Writing Zoomify pyramids

Use --layout zoomify to put dzsave into zoomify mode. For example:

$ vips dzsave huge.tif myzoom --layout zoomify

This will create a directory called myzoom containing a file called ImageProperties.xml with the image metadata in, and a series of directories called TileGroupn, each containing 256 image tiles.

As with DeepZoom, you can use --suffix to set jpeg quality.

Writing Google Maps pyramids

Use --layout google to write Google maps-style pyramids. These are compatible with the NYU Pathology pyramid builder. For example:

$ vips dzsave wtc.tif gmapdir --layout google

Will create a directory called gmapdir containing blank.png, the file to display for blank tiles, and a set of numbered directories, one for each zoom level. The pyramid can be sparse (blank tiles are not written).

As with DeepZoom, you can use --suffix to set jpeg quality.

Use --background to set the background colour. This is the colour displayed for bits of the pyramid not in the image (image edges, for example). By default, the image background is white.

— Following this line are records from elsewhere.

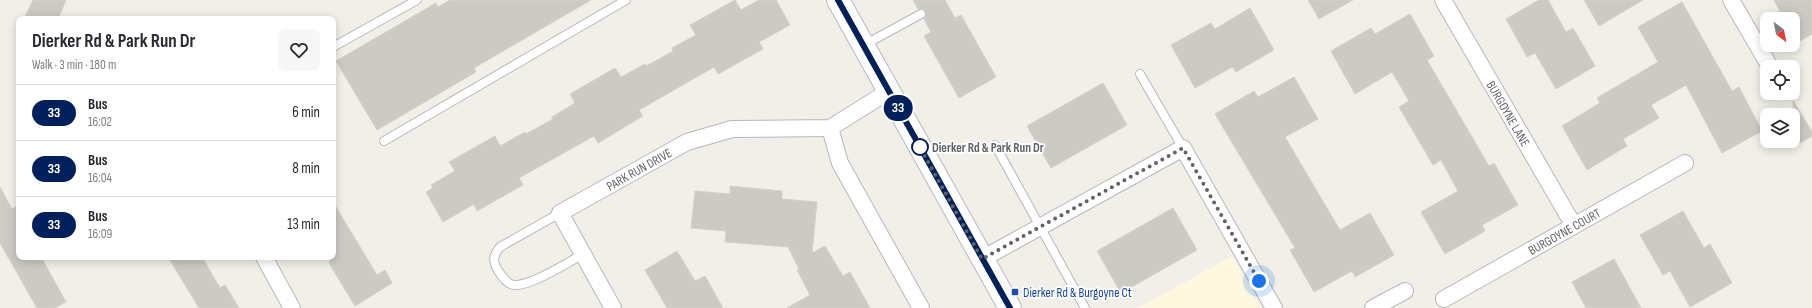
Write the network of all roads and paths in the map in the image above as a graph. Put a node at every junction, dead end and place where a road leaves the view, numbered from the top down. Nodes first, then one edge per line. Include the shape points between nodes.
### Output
1 (417, 0) edge
2 (626, 0) edge
3 (838, 0) edge
4 (1443, 0) edge
5 (1731, 0) edge
6 (921, 14) dead end
7 (336, 45) edge
8 (863, 46) junction
9 (1766, 60) edge
10 (1140, 74) dead end
11 (889, 91) junction
12 (830, 128) junction
13 (384, 141) dead end
14 (996, 145) dead end
15 (1183, 148) junction
16 (1685, 164) dead end
17 (560, 213) junction
18 (1574, 226) junction
19 (1040, 227) junction
20 (583, 254) junction
21 (982, 259) junction
22 (266, 260) edge
23 (1405, 291) dead end
24 (1444, 299) dead end
25 (292, 308) edge
26 (613, 308) edge
27 (921, 308) edge
28 (1010, 308) edge
29 (1085, 308) edge
30 (1274, 308) edge
31 (1373, 308) edge

1 - 7 lane
2 - 13 lane
3 - 8 street
4 - 18 street, BURGOYNE LANE
5 - 9 street
6 - 8 lane
8 - 11 street
10 - 15 lane
11 - 12 street
11 - 21 street
12 - 17 street, PARK RUN DRIVE via 732,129 702,137 687,142
12 - 27 street via 840,163
14 - 19 lane
15 - 19 street
15 - 30 street
16 - 18 street, BURGOYNE COURT
17 - 20 street
17 - 20 lane via 500,247 494,254 494,264 508,282 514,285 528,282
18 - 24 street, BURGOYNE COURT
19 - 21 street
19 - 29 lane
20 - 26 street
21 - 28 street
22 - 25 street
23 - 31 street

Use --centre to add a border to the image large enough to centre the image within the lowest resolution tile. By default, images are not centred.

For example:

$ vips dzsave wtc.tif gmapdir --layout google --background 0 --centre

Other options

You can use --tile-size and --overlap to control how large the tiles are and how they overlap (obviously). They default to the correct values for the selected layout.

You can use --depth to control how deep the pyramid should be. Possible values are onepixel, onetile and one. onepixel means the image is shrunk until it fits within a single pixel. onetile means shrink until it fits with a tile. one means only write one pyramid layer (the highest resolution one). It defaults to the correct value for the selected layout. --depth one is handy for slicing up a large image into tiles (rather than a pyramid).

You can use --angle to do a 90, 180 or 270 degree rotate of an image during pyramid write.

You can use --container to set the container type. Normally dzsave will write a tree of directories, but with --container zip you’ll get a zip file instead. Use .zip as the directory suffix to turn on zip format automatically:

$ vips dzsave wtc.tif mypyr.zip

to write a zipfile containing the tiles. You can use .szi as a suffix to enable zip output as well.

Use --properties to output an XML file called vips-properties.xml. This contains a dump of all the metadata vips has about the image as a set of name-value pairs. It’s handy with openslide image sources.

Preprocessing images

You can use .dz as a filename suffix, meaning send the image to vips_dzsave(). This means you can write the output of any vips operation to a pyramid. For example:

$ vips extract_area huge.svs mypy.dz[layout=google] 100 100 10000 10000

The arguments to extract_area are image-in, image-out, left, top, width, height. So this command will cut out a 10,000 by 10,000 pixel area from near the top-left-hand corner of an Aperio slide image, then build a pyramid in Google layout using just those pixels.

If you are working from OpenSlide images, you can use the shrink-on-load feature of many of those formats. For example:

$ vips dzsave CMU-1.mrxs[level=1] x

Will pull out level 1 (the half-resolution level of an MRXS slide) and make a pyramid from that.

Troubleshooting

If you are building vips from source you do need to check the summary at the end of configure carefully. You must have the libgsf-1-dev package for vips_dzsave() to work.